1. Focus on long-lasting relationships
Traditional Investment Advisors should focus on building long lasting and truly valuable relationships with their current and future clients. Some investment advisors only see their clients once a year to update their investment policy statements, rebalance their existing portfolios and make occasional changes for the upcoming new year. This can definitely change. If Investment Advisors consider themselves as real partners in their clients’ long-term goals and objectives, they can become more proactive and focus on constantly adding value throughout the year. If an investment advisor currently meets with her clients once a year, then setting up more frequent meeting like once a quarter would show the clients that she cares about them and their objectives.
2. Maintain a constant communication
Investment Advisors can use newsletters and quarterly reports to keep their clients educated about the latest development in their industry, changes to the tax codes, changes to the wills and estates procedure, etc,. By maintaining constant communication, Investment Advisors will become more aware of their clients’ short to medium term objectives and they can focus on providing timely information to their clients to help them make the most optimal decisions. Having the desired credentials like a Charter Financial Analyst will no longer be enough going forward to stand out from the competition and gain investors trust. Building and maintaining trust between investment advisors and their clients will take longer and will require constant presence and constant communication.
3. Client Education
What can make Investment Advisors and Portfolio Managers different from Robo Advisor in the future is emphasis on client education and helping clients see and understand the big picture. By helping clients understand complex relationships between various components of portfolio management and being able to clearly and simply communicate the intricacies of industry will help Investment Advisors add true value to their clients’ financial portfolios. In return, clients will feel like they are more engage in the process of managing their money since they will be more aware of how various investment strategies can affect their net wort, help them grow their assets and reach their financial goals.
4. Move quickly
The investment management industry is a behemoth. With over $30 trillion investment in mutual funds globally alone, it takes time for big institutions to move around and pivot. Although Robo Advisory is a relatively young trend, there are already companies like Upside who want to help investment advisors better manage their existing clients at reduced management fees. If Robo Advisors go mainstream, then traditional investment managers will need to embrace change to their existing ways of working with their clients and embrace new technologies and new services in order to stay ahead of the competition.
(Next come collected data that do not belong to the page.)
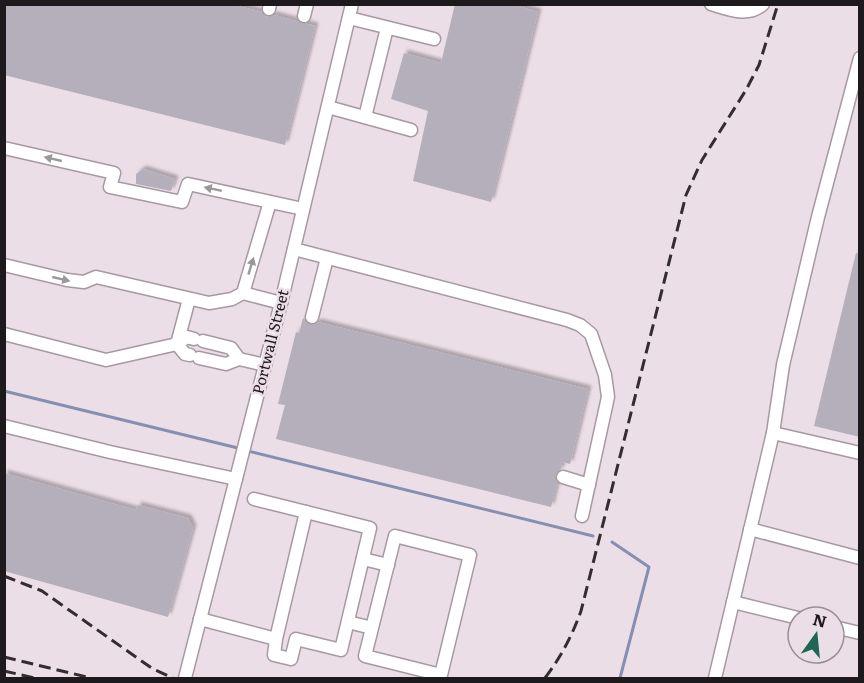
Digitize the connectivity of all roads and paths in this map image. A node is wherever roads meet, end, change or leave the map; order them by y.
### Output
1 (352, 4) edge
2 (711, 4) edge
3 (763, 4) edge
4 (349, 18) junction
5 (387, 28) junction
6 (434, 39) dead end
7 (860, 58) edge
8 (328, 107) junction
9 (365, 117) junction
10 (411, 130) dead end
11 (4, 148) edge
12 (270, 202) junction
13 (303, 209) junction
14 (294, 249) junction
15 (327, 258) junction
16 (4, 265) edge
17 (243, 293) junction
18 (189, 299) junction
19 (281, 303) junction
20 (312, 317) dead end
21 (4, 334) edge
22 (177, 344) junction
23 (239, 359) junction
24 (265, 365) junction
25 (4, 426) edge
26 (773, 433) junction
27 (860, 453) edge
28 (563, 477) dead end
29 (236, 479) junction
30 (589, 484) junction
31 (254, 499) dead end
32 (306, 512) junction
33 (582, 516) dead end
34 (750, 529) junction
35 (860, 558) edge
36 (363, 559) junction
37 (388, 565) junction
38 (733, 602) junction
39 (786, 615) edge
40 (200, 619) junction
41 (348, 622) junction
42 (372, 628) junction
43 (276, 639) junction
44 (185, 678) edge
45 (715, 678) edge

1 - 4 street, Portwall Street
2 - 3 street
4 - 5 street
4 - 8 street, Portwall Street
5 - 6 street
5 - 9 street
7 - 26 street
8 - 9 street
8 - 13 street, Portwall Street
9 - 10 street
12 -> 11 street
12 - 13 street
17 -> 12 street
13 - 14 street, Portwall Street
14 - 15 street
14 - 19 street, Portwall Street
15 - 20 street
15 - 30 street
16 -> 18 street
17 - 18 street
17 - 19 street
18 - 22 street
19 - 24 street, Portwall Street
21 - 22 street
22 - 23 street
22 - 23 street
23 - 24 street
24 - 29 street, Portwall Street
25 - 29 street
26 - 27 street
26 - 34 street
28 - 30 street
29 - 40 street, Portwall Street
30 - 33 street
31 - 32 street
32 - 36 street
32 - 43 street
34 - 35 street
34 - 38 street
36 - 37 street
36 - 41 street
37 - 42 street
37 - 42 street
38 - 39 street
38 - 45 street
40 - 43 street
40 - 44 street, Portwall Street
41 - 42 street
41 - 43 street

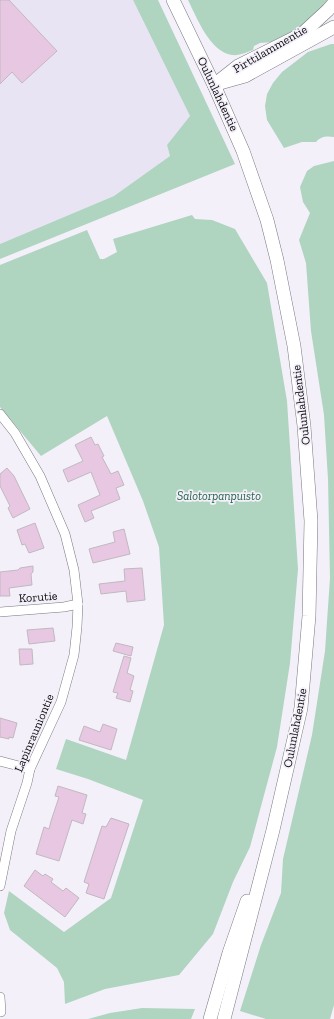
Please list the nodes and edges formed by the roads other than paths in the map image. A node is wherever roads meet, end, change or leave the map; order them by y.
1 (173, 0) edge
2 (334, 3) edge
3 (334, 27) edge
4 (214, 85) junction
5 (0, 414) edge
6 (78, 604) junction
7 (0, 612) edge
8 (0, 761) edge
9 (30, 769) junction
10 (273, 830) junction
11 (0, 886) edge
12 (0, 997) edge
13 (1, 1012) edge
14 (210, 1019) edge
15 (224, 1019) edge

1 - 4 main road, Oulunlahdentie
2 - 4 main road, Pirttilammentie
3 - 4 main road, Pirttilammentie
4 - 10 main road, Oulunlahdentie
5 - 6 street, Lapinrauniontie
6 - 7 street, Korutie
6 - 9 street, Lapinrauniontie
8 - 9 street
9 - 11 street, Lapinrauniontie
10 - 14 main road, Oulunlahdentie
10 - 15 main road, Oulunlahdentie
12 - 13 street

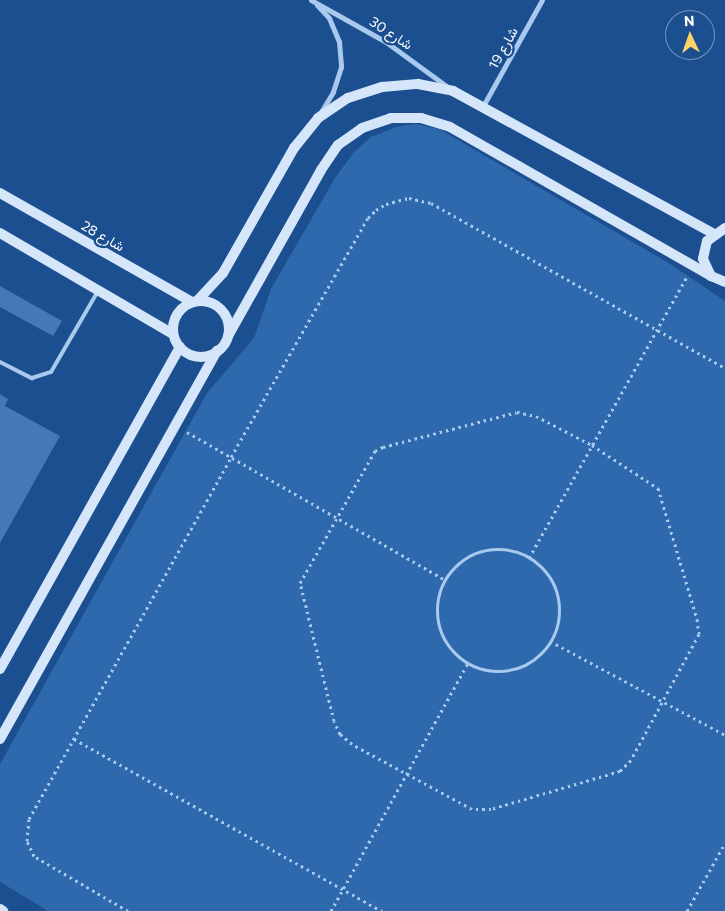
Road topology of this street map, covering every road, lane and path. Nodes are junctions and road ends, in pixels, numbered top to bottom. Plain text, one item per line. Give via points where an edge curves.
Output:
1 (312, 0) edge
2 (542, 0) edge
3 (453, 91) junction
4 (483, 106) junction
5 (318, 118) junction
6 (0, 193) edge
7 (725, 228) edge
8 (0, 233) edge
9 (714, 234) junction
10 (693, 265) junction
11 (711, 276) junction
12 (725, 282) edge
13 (100, 289) junction
14 (194, 301) junction
15 (657, 330) junction
16 (173, 334) junction
17 (228, 336) junction
18 (180, 347) junction
19 (218, 351) junction
20 (0, 362) edge
21 (725, 368) edge
22 (176, 426) junction
23 (592, 445) junction
24 (231, 457) junction
25 (336, 517) junction
26 (529, 558) junction
27 (445, 580) junction
28 (550, 641) junction
29 (468, 663) junction
30 (0, 669) edge
31 (662, 701) junction
32 (725, 735) edge
33 (74, 739) junction
34 (0, 740) edge
35 (407, 774) junction
36 (725, 843) edge
37 (343, 889) junction
38 (128, 911) edge
39 (331, 911) edge
40 (382, 911) edge
41 (687, 911) edge

1 - 3 street, شارع 30 via 386,42
1 - 5 street, شارع 30 via 330,18 340,42 341,67 333,92
2 - 4 street, شارع 19
3 - 4 street
3 - 5 street via 418,84 382,87 348,98
4 - 9 street
5 - 14 street via 294,148 223,273
6 - 14 street, شارع 28
7 - 9 street
8 - 13 street
9 - 11 street via 704,250 706,268
10 - 11 street
10 - 15 path
10 - 17 street via 450,128 421,118 391,118 362,128 338,146 321,170
11 - 12 street
13 - 16 street
13 - 20 lane via 52,372 32,378
14 - 16 street via 176,315
14 - 17 street via 215,304 222,310 227,318
15 - 21 path
15 - 23 path
15 - 24 path via 431,204 420,200 397,200 368,218
16 - 18 street
17 - 19 street
18 - 19 street via 194,356
18 - 30 street
19 - 22 street
22 - 24 path
22 - 34 street
23 - 25 path via 536,416 517,412 383,446 370,456
23 - 26 path
23 - 31 path via 653,482 662,494 698,619 699,634 694,648
24 - 25 path
24 - 33 path
25 - 27 path
25 - 35 path via 300,583 334,722 345,739
26 - 27 path via 503,549 476,553 458,564
26 - 28 path via 549,576 557,595 558,615
27 - 29 path via 437,606 441,632 452,650
28 - 29 path via 532,660 507,670 480,668
28 - 31 path
29 - 35 path
31 - 32 path
31 - 35 path via 631,760 620,771 608,776 482,810 465,807
33 - 37 path
33 - 38 path via 29,819 26,842 40,862
35 - 37 path
36 - 41 path
37 - 39 path
37 - 40 path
5. Adapt to changing demographics
Traditional financial planning usually looks at the long-term investment horizon. While older generations focused on saving for retirement and having a comfortable portfolio in 30 years, today younger generation is more preoccupied with short-term planing and shorter goals. For traditional Investment advisors to stay relevant, they need to understand the goals of the current generation (the so called millennials), who focus on technology, costs, accessibility, transparency and tend to be less patient. By understanding the demographic changes and structural changes in the employment landscapes Investment Advisors will be able to find areas where they can add value.
As stated above, the investment industry is bound to undergo tremendous change and disruption going forward. Robo Advisors are among the many important changes happening in the FinTech industry. It is imperative for young professionals getting into this field to understand that the traditional ways of working in the investment management industry are changing and that credentials like MBA and/or CFA no longer automatically convince people of your skills and experience. Only by understanding the changing behaviours and preferences of investors and by focusing on adding true value to their investors, will human investment advisors be able to prosper and build their investment practices going forward.